Quelques jours après son agression, Me Liénard enfilait sa robe pour assurer, avec d’autres confrères, la défense d'une équipe de « saucissonneurs ». Il se souvient d’avoir vécu « un étrange moment » quand il a entendu le couple raconter son agression.
Les avocats se mettent souvent eux-mêmes en danger lorsqu’ils promettent des résultats. Soit parce qu’ils ont besoin de convaincre le client de le choisir, soit parce qu’ils veulent simplement le réconforter. "Quand un médecin annonce à son patient qu’il a un cancer, il ne lui dit pas qu’il va mourir dans les trois mois. Un avocat éprouve aussi le besoin de rassurer son client, de lui laisser un espoir. La difficulté, c’est d’apprendre à gérer la relation avec des personnalités fragiles, parfois psychopathes", observe Me Landon. "Tout tient à la distance que l’avocat sait établir avec son client", confirme un pénaliste qui défend depuis 25 ans des membres du milieu marseillais.
Il faut aussi apprendre à dire non. Me Henri Leclerc se souvient de la visite d’un confrère qui dépose devant lui une valise pleine de billets. Celui qui la lui avait confiée en guise de paiement d’honoraires venait d’être incarcéré. "Fais le sortir de prison, elle est à toi". Me Leclerc s’enquiert de l’identité du client. "Je lui ai laissé et la valise et le client", dit-il.

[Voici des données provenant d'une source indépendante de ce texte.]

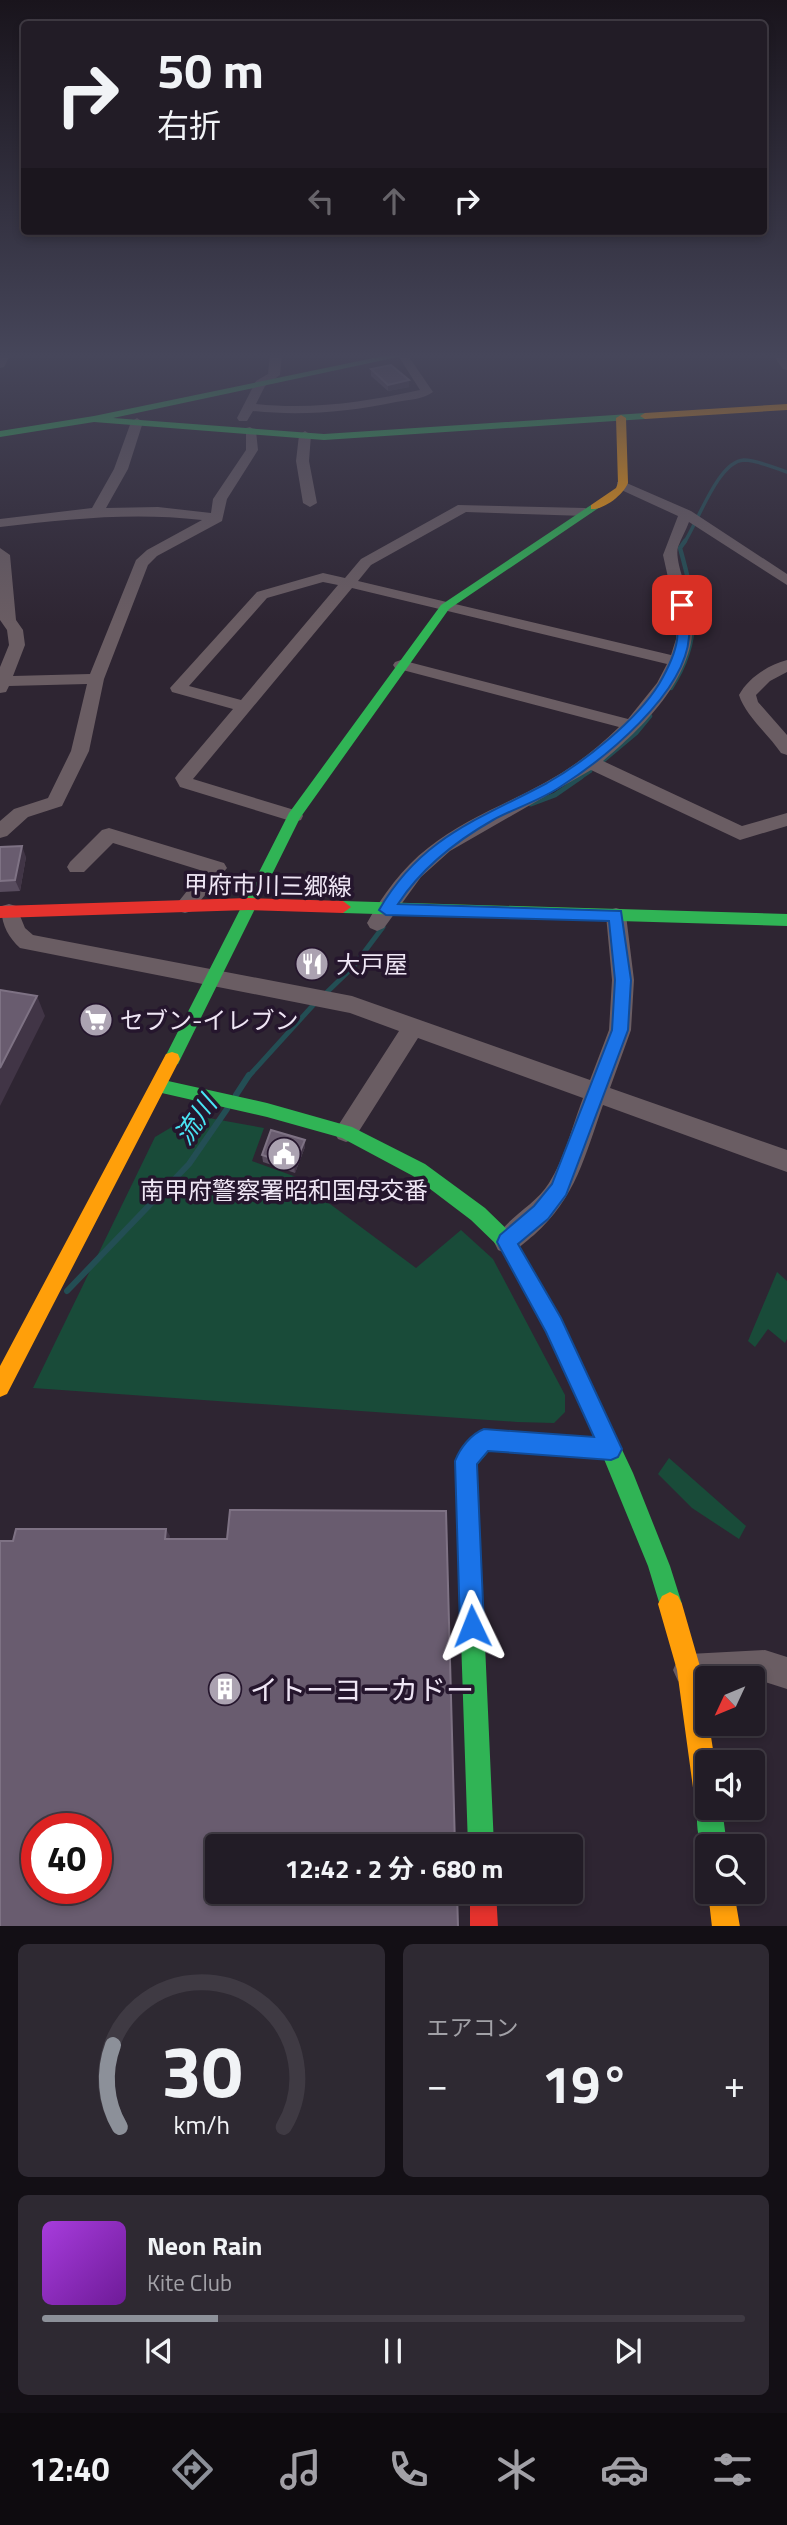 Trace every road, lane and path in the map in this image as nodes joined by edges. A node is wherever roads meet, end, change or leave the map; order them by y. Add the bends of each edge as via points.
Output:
1 (128, 444) edge
2 (249, 444) edge
3 (303, 444) edge
4 (621, 444) edge
5 (622, 485) junction
6 (310, 503) dead end
7 (97, 512) junction
8 (585, 512) junction
9 (218, 518) junction
10 (694, 519) junction
11 (4, 522) edge
12 (0, 547) edge
13 (0, 552) edge
14 (787, 581) edge
15 (347, 583) junction
16 (445, 607) junction
17 (676, 661) junction
18 (401, 664) junction
19 (787, 665) edge
20 (96, 679) junction
21 (2, 684) edge
22 (243, 706) junction
23 (631, 725) junction
24 (787, 749) edge
25 (588, 761) junction
26 (294, 816) junction
27 (787, 820) edge
28 (0, 831) edge
29 (77, 867) dead end
30 (248, 904) junction
31 (185, 906) junction
32 (4, 912) edge
33 (616, 915) junction
34 (382, 916) junction
35 (787, 920) edge
36 (212, 977) junction
37 (413, 1027) junction
38 (159, 1086) junction
39 (598, 1093) junction
40 (346, 1132) junction
41 (787, 1161) edge
42 (507, 1242) junction
43 (0, 1387) edge
44 (611, 1449) junction
45 (689, 1670) junction
46 (787, 1672) edge
47 (700, 1750) edge
48 (481, 1834) edge
49 (483, 1904) edge
50 (723, 1904) edge
51 (484, 1926) edge
52 (726, 1926) edge

1 - 7 street via 121,469
2 - 9 street via 252,450 220,499
3 - 6 street via 303,479
4 - 5 street
5 - 8 street
5 - 10 street
7 - 9 street via 158,511
7 - 11 street
8 - 15 street via 456,509 366,562
8 - 16 street
9 - 20 street via 141,563
10 - 14 street
10 - 17 street via 671,547 684,621 684,639
11 - 12 street
13 - 21 street via 8,620 15,629 17,645
15 - 16 street
15 - 22 street
15 - 22 street via 323,577 262,595 178,688
16 - 17 street
16 - 18 street
17 - 23 street via 664,685
18 - 23 street
18 - 26 street
19 - 24 street via 754,683 747,697 780,734
20 - 21 street
20 - 28 street via 80,751 55,802 21,813
22 - 26 street via 184,778 186,783
23 - 25 street
25 - 27 street via 740,833
25 - 34 street via 441,847 402,885
26 - 30 street
29 - 31 street via 109,835 217,868
30 - 31 street, 甲府市川三郷線
30 - 34 street, 甲府市川三郷線
30 - 36 street
31 - 32 street, 甲府市川三郷線
32 - 36 street via 27,943
33 - 34 street, 甲府市川三郷線
33 - 35 street, 甲府市川三郷線
33 - 39 street via 623,980 620,1030
36 - 37 street via 352,1005
36 - 38 street
37 - 39 street
37 - 40 street
38 - 40 street
38 - 43 street
39 - 41 street
39 - 42 street via 560,1189 541,1213
40 - 42 street via 419,1170
42 - 44 street via 553,1325
44 - 45 street via 659,1566
44 - 48 street via 484,1440 466,1461
45 - 46 street via 765,1665
45 - 47 street
49 - 51 street
50 - 52 street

« Il y a quelques noms pour lesquels je ne suis plus disponible », confie Eric Dupond-Moretti. Et puis, raconte l’un de ses confrères, "il y a un moment où vous en avez marre de lire des procès-verbaux d’écoutes téléphoniques dans lesquels celui que vous défendez répète chaque jour à ses copains ou à ses cousins : ’Mets-lui la pression au baveux !’ Surtout quand la conversation est diffusée à l’audience, et que vous n’avez plus qu’à rentrer la tête dans les épaules pour ne pas voir le sourire du juge."